**Action item:** Provide nothing except how many lines of the data contain the word "street".

Exercise inputs: Begin

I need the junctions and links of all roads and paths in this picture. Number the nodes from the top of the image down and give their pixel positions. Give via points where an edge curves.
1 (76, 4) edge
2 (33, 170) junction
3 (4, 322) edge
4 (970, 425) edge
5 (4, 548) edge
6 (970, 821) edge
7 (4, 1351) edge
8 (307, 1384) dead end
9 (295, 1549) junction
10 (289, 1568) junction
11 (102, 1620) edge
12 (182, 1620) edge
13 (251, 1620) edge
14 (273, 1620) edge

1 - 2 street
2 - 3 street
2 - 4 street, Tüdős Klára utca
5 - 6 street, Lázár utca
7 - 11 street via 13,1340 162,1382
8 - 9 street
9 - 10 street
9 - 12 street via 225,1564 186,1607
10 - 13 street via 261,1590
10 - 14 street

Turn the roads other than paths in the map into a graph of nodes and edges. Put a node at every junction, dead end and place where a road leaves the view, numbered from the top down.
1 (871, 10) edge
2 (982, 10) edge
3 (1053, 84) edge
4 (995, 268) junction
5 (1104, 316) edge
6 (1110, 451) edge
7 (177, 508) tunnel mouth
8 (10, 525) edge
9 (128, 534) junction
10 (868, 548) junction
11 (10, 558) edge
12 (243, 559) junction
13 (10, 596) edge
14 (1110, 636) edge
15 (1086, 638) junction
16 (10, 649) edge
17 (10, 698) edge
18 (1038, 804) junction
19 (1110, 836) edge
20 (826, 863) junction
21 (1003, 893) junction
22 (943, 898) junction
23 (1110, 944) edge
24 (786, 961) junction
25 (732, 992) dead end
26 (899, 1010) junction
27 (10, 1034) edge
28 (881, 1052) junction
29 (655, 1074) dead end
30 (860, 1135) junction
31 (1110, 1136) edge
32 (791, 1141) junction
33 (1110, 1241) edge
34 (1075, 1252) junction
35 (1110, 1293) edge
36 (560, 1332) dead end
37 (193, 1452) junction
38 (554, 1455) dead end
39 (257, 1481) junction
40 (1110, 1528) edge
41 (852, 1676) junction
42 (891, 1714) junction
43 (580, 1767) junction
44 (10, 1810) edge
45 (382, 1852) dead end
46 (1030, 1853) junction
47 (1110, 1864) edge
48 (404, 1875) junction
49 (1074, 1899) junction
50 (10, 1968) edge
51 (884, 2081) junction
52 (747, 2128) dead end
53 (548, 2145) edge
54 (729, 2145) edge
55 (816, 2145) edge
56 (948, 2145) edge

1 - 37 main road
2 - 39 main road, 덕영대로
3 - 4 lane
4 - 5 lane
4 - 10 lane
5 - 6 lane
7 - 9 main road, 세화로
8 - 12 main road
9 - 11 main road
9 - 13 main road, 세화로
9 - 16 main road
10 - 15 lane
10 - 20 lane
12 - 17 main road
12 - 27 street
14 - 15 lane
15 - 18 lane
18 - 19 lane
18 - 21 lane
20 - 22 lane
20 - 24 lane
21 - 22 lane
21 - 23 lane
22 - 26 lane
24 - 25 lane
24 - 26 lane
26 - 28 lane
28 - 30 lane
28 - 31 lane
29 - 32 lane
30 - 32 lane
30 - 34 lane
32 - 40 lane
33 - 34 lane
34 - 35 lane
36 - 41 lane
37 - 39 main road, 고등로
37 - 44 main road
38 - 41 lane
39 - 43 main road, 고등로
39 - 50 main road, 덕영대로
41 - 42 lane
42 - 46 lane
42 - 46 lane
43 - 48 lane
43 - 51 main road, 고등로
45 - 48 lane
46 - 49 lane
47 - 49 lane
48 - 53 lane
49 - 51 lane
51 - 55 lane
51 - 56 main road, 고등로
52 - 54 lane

Exercise inputs: End

**Response box:** 11